We are surrounded by the great and spacious building. You may have people living in your house that are in it, who deride your beliefs, accuse you of being "judgmental" or "hateful" because of your standards, or who simply mock you for your religion. 

I've also been pondering 2 Timothy chapter 3. If you read that and you believe it as prophecy (which I do), how can you not feel some... anxiety about the last days being here? If you look around the world, and especially around the United States, you can't deny seeing almost everything Paul lists: 
  • Men shall be lovers of their own selves (Selfishness)
  • Covetous
  • Boasters, proud
  • Blasphemers
  • Disobedient to parents (each new generation has found ways to pull further and further away from traditions of family, church and hard work, etc.)
  • Unthankful
  • Unholy
  • Without natural affection (which is interpreted many ways by others, but my church defines as "any unholy, unnatural, or impure sexual activity", which makes sense)
  • Trucebreakers
  • False accusers
  • Incontinent (lacking in moderation or self-control, especially of sexual desire)
  • Fierce
  • Despisers of those that are good
  • Traitors
  • Heady (rashly impetuous)
  • Highminded
  • Lovers of pleasures more than lovers of God
  • Having a form of godliness, but denying the power thereof
  • Leading captive silly women laden with sins
  • led away with divers lusts
  • ever learning and never able to come to the knowledge of the truth
I imagine the people in the great and spacious building are all varieties of these lifestyles-- but especially our society has become lovers of pleasure more than lovers of God. Everywhere you look, this is obvious, and maybe it's the one thing that keeps pulling me away from the Tree of Life. Maybe I really, REALLY love my leisure. I do. I love TV, I love social media, I love playing games and reading and just taking it easy. These in themselves are not sinful, but if I love them (and other pleasures) more than I love God, I am sinning.

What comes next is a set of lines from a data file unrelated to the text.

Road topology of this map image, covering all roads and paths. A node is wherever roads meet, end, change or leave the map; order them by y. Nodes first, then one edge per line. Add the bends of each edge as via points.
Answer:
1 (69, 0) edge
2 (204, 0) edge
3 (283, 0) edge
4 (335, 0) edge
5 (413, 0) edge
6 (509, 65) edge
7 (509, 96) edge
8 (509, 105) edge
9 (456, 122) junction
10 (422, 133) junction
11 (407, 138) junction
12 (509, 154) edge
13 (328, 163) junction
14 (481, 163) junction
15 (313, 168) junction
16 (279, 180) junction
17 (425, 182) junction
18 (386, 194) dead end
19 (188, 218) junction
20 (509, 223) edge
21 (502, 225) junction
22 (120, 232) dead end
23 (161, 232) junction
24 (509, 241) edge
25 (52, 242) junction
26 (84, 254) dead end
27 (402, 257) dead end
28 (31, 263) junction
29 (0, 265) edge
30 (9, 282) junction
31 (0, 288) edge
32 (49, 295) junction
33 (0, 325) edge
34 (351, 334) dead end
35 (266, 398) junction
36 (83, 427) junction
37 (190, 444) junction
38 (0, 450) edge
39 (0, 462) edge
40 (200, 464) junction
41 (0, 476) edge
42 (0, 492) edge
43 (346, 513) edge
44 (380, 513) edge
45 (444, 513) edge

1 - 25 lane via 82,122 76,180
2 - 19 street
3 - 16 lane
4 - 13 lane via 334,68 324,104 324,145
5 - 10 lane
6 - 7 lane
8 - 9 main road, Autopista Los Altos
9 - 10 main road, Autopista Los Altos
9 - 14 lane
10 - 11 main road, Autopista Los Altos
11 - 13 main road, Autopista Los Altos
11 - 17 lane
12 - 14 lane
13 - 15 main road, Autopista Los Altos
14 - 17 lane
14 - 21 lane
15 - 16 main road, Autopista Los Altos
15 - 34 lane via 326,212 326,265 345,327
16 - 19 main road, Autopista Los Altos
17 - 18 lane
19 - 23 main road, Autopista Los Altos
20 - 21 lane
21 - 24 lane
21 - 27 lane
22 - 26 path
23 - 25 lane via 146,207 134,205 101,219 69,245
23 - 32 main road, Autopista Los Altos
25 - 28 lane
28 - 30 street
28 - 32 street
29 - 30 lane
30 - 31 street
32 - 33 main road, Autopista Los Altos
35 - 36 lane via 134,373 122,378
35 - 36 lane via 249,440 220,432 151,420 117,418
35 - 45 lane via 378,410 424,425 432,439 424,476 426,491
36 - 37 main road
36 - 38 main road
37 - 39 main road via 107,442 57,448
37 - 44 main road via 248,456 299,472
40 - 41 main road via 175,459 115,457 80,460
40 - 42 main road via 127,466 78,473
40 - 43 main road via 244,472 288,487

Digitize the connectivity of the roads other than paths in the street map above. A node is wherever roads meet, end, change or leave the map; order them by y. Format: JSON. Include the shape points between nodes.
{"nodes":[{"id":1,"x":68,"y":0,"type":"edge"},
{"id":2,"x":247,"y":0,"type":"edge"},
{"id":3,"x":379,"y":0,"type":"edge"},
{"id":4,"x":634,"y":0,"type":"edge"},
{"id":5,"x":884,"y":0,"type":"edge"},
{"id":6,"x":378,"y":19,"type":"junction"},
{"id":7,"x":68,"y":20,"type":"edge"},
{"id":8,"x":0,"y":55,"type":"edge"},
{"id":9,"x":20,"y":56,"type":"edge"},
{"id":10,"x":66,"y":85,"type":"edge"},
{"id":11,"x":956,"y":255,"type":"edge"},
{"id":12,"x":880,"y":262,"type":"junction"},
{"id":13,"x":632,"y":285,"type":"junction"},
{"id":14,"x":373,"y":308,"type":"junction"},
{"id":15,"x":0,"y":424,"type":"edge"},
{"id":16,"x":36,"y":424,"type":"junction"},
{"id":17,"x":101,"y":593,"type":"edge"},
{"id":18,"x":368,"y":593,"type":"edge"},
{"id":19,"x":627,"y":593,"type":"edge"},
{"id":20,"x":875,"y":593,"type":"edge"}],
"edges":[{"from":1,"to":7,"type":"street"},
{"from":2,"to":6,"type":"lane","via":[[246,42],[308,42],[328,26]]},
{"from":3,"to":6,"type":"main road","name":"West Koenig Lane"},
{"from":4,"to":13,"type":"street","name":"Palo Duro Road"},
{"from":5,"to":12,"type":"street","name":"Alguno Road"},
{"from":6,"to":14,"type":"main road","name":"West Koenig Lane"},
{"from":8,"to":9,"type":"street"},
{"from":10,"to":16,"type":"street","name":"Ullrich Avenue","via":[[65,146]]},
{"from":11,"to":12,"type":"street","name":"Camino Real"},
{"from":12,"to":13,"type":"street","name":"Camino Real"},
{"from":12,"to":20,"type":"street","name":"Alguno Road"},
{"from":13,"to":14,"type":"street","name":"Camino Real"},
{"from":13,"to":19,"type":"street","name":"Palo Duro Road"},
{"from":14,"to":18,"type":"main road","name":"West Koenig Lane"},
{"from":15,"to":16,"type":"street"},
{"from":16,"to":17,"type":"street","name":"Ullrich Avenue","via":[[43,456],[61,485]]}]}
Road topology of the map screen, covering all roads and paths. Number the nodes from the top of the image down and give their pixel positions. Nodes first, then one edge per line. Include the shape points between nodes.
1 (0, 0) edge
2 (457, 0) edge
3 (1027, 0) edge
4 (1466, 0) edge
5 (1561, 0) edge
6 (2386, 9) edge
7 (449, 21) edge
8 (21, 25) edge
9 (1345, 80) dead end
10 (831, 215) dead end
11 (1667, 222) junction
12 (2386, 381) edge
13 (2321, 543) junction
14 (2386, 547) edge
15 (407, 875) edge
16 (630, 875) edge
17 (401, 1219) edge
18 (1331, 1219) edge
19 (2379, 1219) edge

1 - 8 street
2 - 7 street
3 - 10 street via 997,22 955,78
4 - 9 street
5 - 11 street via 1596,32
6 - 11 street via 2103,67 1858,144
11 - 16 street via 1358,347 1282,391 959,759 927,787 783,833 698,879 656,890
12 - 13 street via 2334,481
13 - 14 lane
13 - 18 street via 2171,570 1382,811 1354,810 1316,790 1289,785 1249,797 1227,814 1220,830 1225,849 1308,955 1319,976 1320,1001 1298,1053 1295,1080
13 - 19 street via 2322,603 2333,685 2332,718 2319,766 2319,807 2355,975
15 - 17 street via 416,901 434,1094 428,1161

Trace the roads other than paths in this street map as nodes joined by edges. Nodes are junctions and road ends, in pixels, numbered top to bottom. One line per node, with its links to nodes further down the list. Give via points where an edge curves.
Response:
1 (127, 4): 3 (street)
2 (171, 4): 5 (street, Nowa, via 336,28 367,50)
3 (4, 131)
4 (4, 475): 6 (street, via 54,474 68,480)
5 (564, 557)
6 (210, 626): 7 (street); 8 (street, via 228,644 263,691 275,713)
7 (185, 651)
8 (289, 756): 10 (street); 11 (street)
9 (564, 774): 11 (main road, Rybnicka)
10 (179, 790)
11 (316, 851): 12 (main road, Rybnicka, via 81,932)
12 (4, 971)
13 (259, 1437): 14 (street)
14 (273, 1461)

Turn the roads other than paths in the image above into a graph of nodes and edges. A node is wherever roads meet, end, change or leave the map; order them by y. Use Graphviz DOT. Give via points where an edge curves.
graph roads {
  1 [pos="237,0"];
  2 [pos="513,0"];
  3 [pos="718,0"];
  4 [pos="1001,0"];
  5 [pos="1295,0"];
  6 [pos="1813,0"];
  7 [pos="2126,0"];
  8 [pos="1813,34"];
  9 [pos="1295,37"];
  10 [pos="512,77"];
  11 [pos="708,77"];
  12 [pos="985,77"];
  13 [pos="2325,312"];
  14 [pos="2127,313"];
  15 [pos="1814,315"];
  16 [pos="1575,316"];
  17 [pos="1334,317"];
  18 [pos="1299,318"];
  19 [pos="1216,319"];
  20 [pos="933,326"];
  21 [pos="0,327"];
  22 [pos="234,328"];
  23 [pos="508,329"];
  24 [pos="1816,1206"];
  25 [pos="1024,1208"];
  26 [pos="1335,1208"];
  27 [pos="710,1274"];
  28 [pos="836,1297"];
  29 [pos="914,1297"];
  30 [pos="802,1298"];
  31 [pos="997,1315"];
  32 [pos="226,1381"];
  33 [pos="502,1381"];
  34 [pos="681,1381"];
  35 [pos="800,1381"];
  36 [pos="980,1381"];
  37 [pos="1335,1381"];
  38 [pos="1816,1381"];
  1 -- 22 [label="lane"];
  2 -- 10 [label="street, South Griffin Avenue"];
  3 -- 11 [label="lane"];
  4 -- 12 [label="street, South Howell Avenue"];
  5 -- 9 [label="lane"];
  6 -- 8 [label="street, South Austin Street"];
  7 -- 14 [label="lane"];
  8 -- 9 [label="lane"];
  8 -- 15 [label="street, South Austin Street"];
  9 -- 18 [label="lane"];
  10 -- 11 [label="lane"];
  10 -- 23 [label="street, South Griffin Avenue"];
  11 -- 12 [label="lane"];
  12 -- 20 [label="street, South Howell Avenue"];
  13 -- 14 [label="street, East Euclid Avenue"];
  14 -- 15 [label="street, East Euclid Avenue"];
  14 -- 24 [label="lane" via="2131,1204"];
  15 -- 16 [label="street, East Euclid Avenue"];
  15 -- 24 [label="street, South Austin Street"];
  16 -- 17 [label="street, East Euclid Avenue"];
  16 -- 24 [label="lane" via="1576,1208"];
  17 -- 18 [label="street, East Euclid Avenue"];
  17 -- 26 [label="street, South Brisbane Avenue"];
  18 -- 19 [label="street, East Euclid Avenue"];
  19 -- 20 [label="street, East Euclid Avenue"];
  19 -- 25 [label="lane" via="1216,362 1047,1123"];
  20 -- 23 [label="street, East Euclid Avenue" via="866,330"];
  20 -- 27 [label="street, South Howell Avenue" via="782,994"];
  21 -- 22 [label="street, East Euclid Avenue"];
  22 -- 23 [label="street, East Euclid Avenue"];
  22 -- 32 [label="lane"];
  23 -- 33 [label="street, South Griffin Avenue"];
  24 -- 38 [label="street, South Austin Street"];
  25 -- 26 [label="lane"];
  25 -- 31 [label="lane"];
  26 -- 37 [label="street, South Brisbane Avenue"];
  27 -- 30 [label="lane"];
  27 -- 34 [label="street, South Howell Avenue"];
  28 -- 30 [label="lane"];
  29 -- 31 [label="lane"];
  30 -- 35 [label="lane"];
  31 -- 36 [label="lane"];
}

These are very much the "last" days. If ever there was a time when all these things are happening, it's now. We're here.

So, in these times of craziness and worldliness-- when perhaps many people we love are leaving or not interested in the path to God, how do you "hold fast" to the iron rod? How do you stay beneath the tree once you've been there and felt God's love? How do you resist the mists of darkness or the noise of the building? 

The standard Sunday School answers are true for me: 
  • Daily read, ponder and study the scriptures and other sources of the Word of God
  • Daily (and constant) prayer- build a relationship with God and continue strengthening it
  • Attending church services and the temple to feed your spirit, renew covenants and participate in opportunities to serve others
  • Get to know Jesus Christ as your Savior, Brother and Friend
  • Love others with charity
 What else would you advise?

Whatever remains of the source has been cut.